For more than half a century, the cathode ray tube (CRT) has been the principal electronic device for displaying visual information. The widespread usage of the CRT may be ascribed to the remarkable quality of the display characteristics in the realms of color, brightness, contrast and resolution. One major feature of the CRT permitting these qualifies to be realized is the use of a luminescent phosphor coating on a transparent faceplate.
Conventional CRT's, however, have the disadvantage that they require significant physical depth, i.e. , space behind the actual display surface, making them bulky and cumbersome. They are fragile and, due in part to their large vacuum volume, can be dangerous if broken. Furthermore, these devices consume significant amounts of power.
The advent of portable computers has created intense demand for displays which are lightweight, compact and power efficient. Since the space available for the display function of these devices precludes the use of a conventional CRT, there has been significant interest in efforts to provide satisfactory so-called "flat panel displays" or "quasi flat panel displays," having comparable or even superior display characteristics, e.g. , brightness, resolution, versatility in display, power consumption, etc. These efforts, while producing flat panel displays that are useful for some applications, have not produced a display that can compare to a conventional CRT.
Currently, liquid crystal displays are used almost universally for laptop and notebook computers. In comparison to a CRT, these displays provide poor contrast, only a limited range of viewing angles is possible, and, in color versions, they consume power at rates which are incompatible with extended battery operation. In addition, color screens tend to be far more costly than CRT's of equal screen size.
As a result of the drawbacks of liquid crystal display technology, thin film field emission display technology has been receiving increasing attention by industry. Flat panel displays utilizing such technology employ a matrix-addressable array of pointed, thin-film, cold field emission cathodes in combination with an anode comprising a phosphor-luminescent screen. The phenomenon of field emission was discovered in the 1950's, and extensive research by many individuals, such as Charles A. Spindt of SRI International, has improved the technology to the extent that its prospects for use in the manufacture of inexpensive, low-power, high-resolution, high-contrast, full-color flat displays appear to be promising.
Advances in field emission display technology are disclosed in U.S. Pat. No. 3,755,704, "Field Emission Cathode Structures and Devices Utilizing Such Structures," issued 28 Aug. 1973, to C. A. Spindt et al.; U.S. Pat. No. 4,940,916, "Electron Source with Micropoint Emissive Cathodes and Display Means by Cathodoluminescence Excited by Field Emission Using Said Source," issued 10 Jul. 1990 to Michel Borel et al.; U.S. Pat. No. 5,194,780, "Electron Source with Microtip Emissive Cathodes," issued 16 Mar. 1993 to Robert Meyer; and U.S. Pat. No. 5,225,820, "Microtip Trichromatic Fluorescent Screen," issued 6 Jul. 1993, to Jean-Fr ed eric Clerc. These patents are incorporated by reference into the present application.

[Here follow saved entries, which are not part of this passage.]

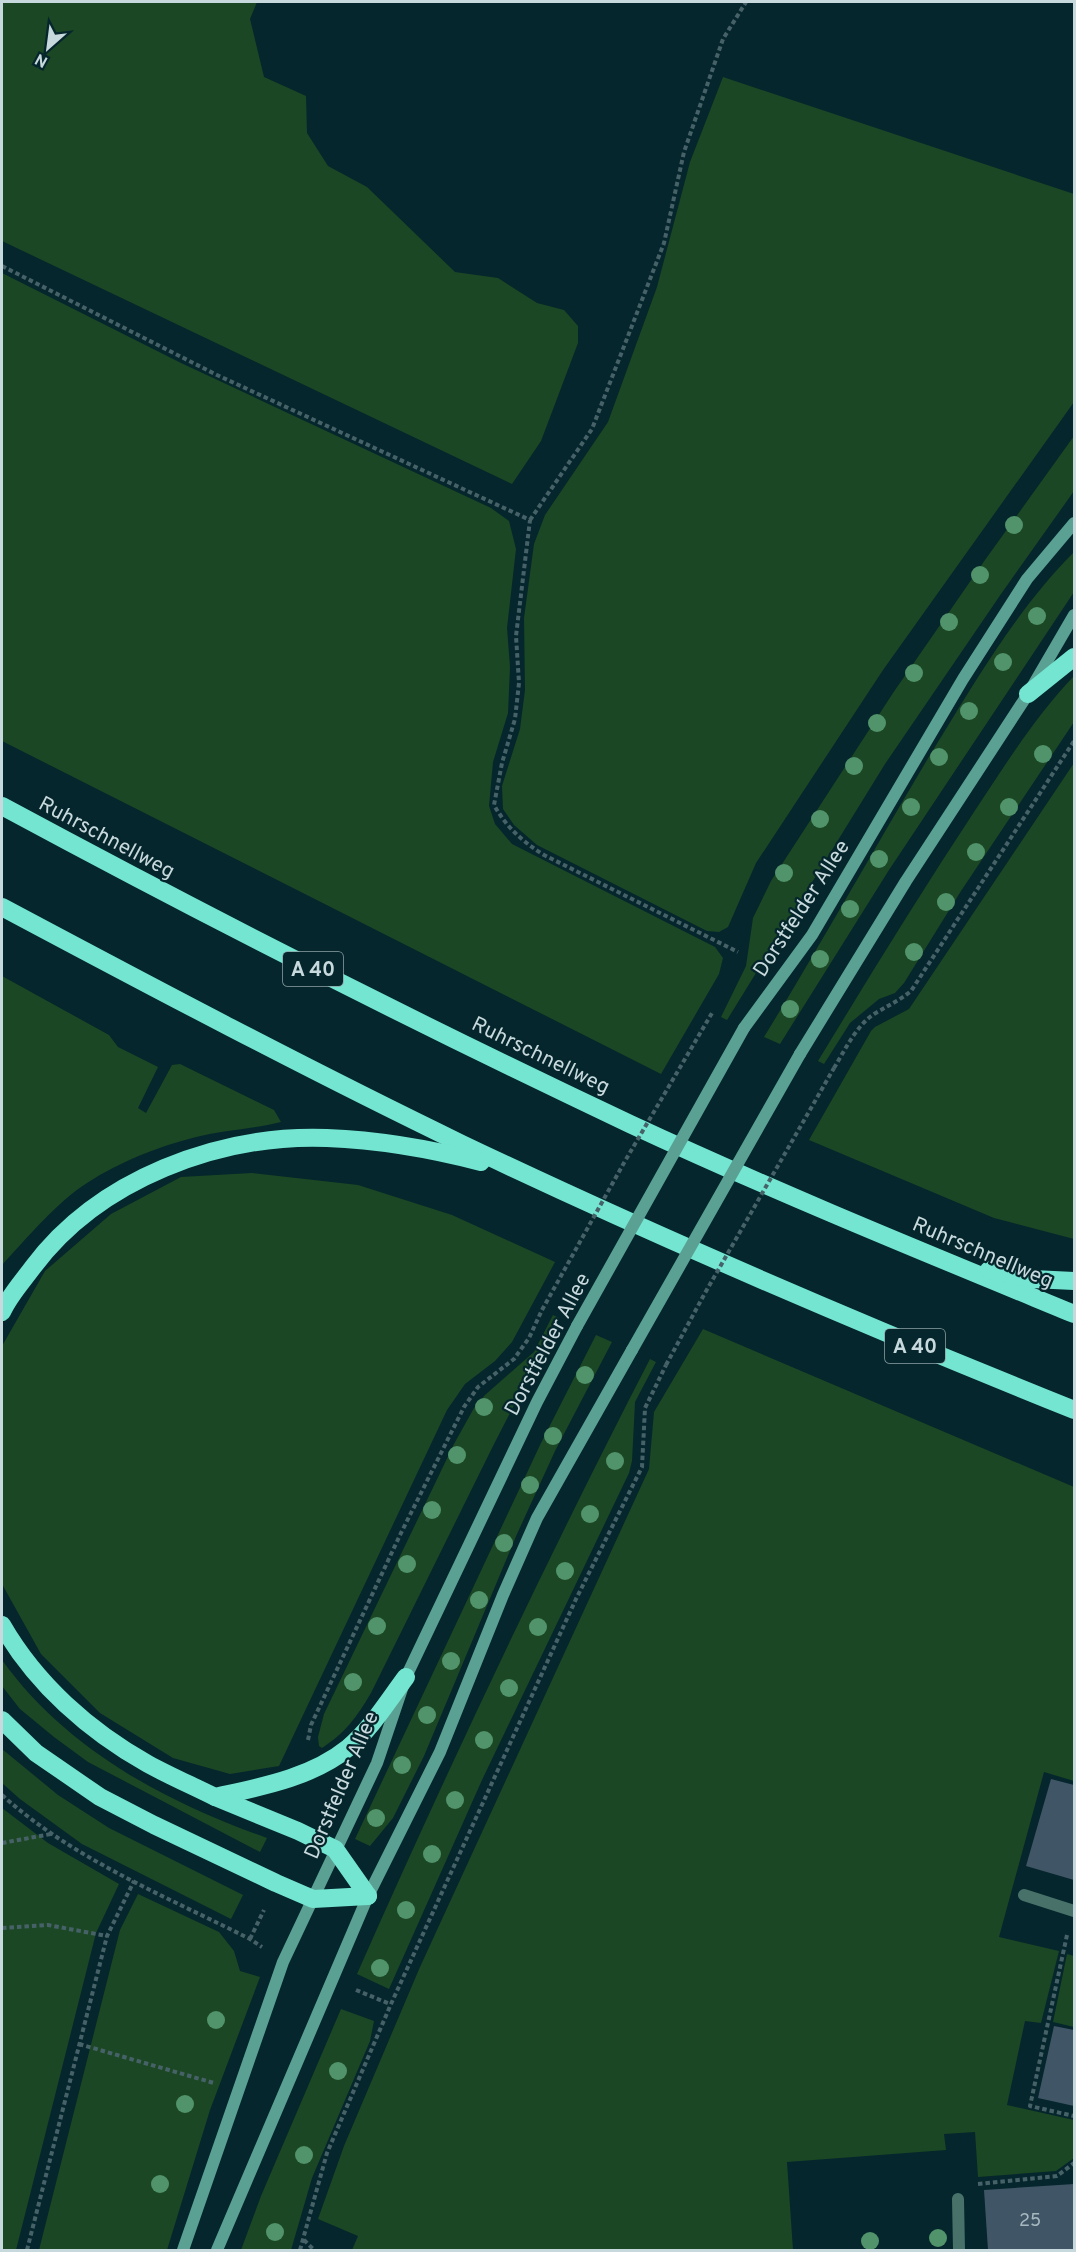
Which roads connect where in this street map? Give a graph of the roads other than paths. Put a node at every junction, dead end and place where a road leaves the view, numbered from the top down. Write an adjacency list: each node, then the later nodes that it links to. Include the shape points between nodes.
1 (1074, 523): 14 (main road, Dorstfelder Allee, bridge, via 1027,579 963,679 812,935 744,1028 537,1402)
2 (1074, 615): 4 (main road)
3 (1074, 657): 4 (highway)
4 (1028, 694): 19 (main road, bridge, via 800,1053 537,1518 440,1752)
5 (2, 806): 8 (highway, Ruhrschnellweg / A 40, via 279,952 630,1124)
6 (2, 907): 7 (highway, A 40, via 184,1004)
7 (547, 1184): 10 (highway, via 457,1156 326,1138 258,1142 192,1157 151,1173 99,1202 72,1223 44,1252); 12 (highway, A 40, via 758,1278)
8 (932, 1255): 9 (highway, via 1033,1279); 11 (highway, Ruhrschnellweg / A 40)
9 (1074, 1281)
10 (2, 1312)
11 (1074, 1314)
12 (1074, 1410)
13 (2, 1625): 16 (highway, via 15,1649 49,1689 103,1735 148,1764)
14 (406, 1677): 16 (highway, via 349,1748 313,1769 278,1782); 17 (main road, Dorstfelder Allee, via 376,1763)
15 (2, 1720): 20 (highway, via 36,1753 100,1797)
16 (215, 1797): 17 (highway)
17 (335, 1849): 19 (highway); 20 (main road, Dorstfelder Allee)
18 (1023, 1895): 21 (lane)
19 (368, 1896): 20 (highway); 24 (main road)
20 (313, 1899): 23 (main road, Dorstfelder Allee, via 283,1962)
21 (1073, 1911)
22 (958, 2199): 25 (lane)
23 (183, 2250)
24 (217, 2250)
25 (959, 2250)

In flat panel displays of the field emission type, the electron emitting surface of the emitter plate and the opposed display face of the anode plate are spaced from one another at a relatively small but uniform distance over the full extent of the display. This spacing, typically on the order of 200 .mu.meters (microns), is large enough to prevent electrical breakdown between these two surfaces, and yet is small enough to assure that the desired thinness, high resolution and color purity are achieved. In a field emission display, this space is evacuated, typically to a pressure of approximately 10.sup.-7 torr.
One of the assembly problems associated with the fabrication of field emission flat panel displays relates to the method of providing electrical interconnects between the two plates comprising the display unit. In most cases, the great majority of the display electronics is included on one plate, typically the emitter plate, in order to minimize the number of interconnections between plates. With this example, however, in order to provide the anode voltage, there must be at least one electrical path from the emitter plate to the anode plate. In the case of the arrangement disclosed in the Clerc patent, there must be at least three inter-plate interconnections. One intuitive method of providing these interconnects might be to fabricate electrical paths through the substrate materials comprising the anode and emitter plates, and connect leads between bond pads on the external surfaces of the two plates after the plates are assembled. Another method, disclosed in European Patent Application No. 92301832.3, published 2 Sep. 1992, passes interconnect leads under and around the outside of the sealing material which forms the vacuum seal between the plates. Both of these methods undermine the integrity of the vacuum seal, and both add a level of complexity to the final assembly of the fiat panel display unit.
In view of the above, it is clear that there exists a need for an interconnect structure and a method for providing electrical interconnects between the emitter plate and the anode plate of a flat panel display which ensure vacuum integrity and which permit assembly of these plates employing less complex fabrication processes than are currently used.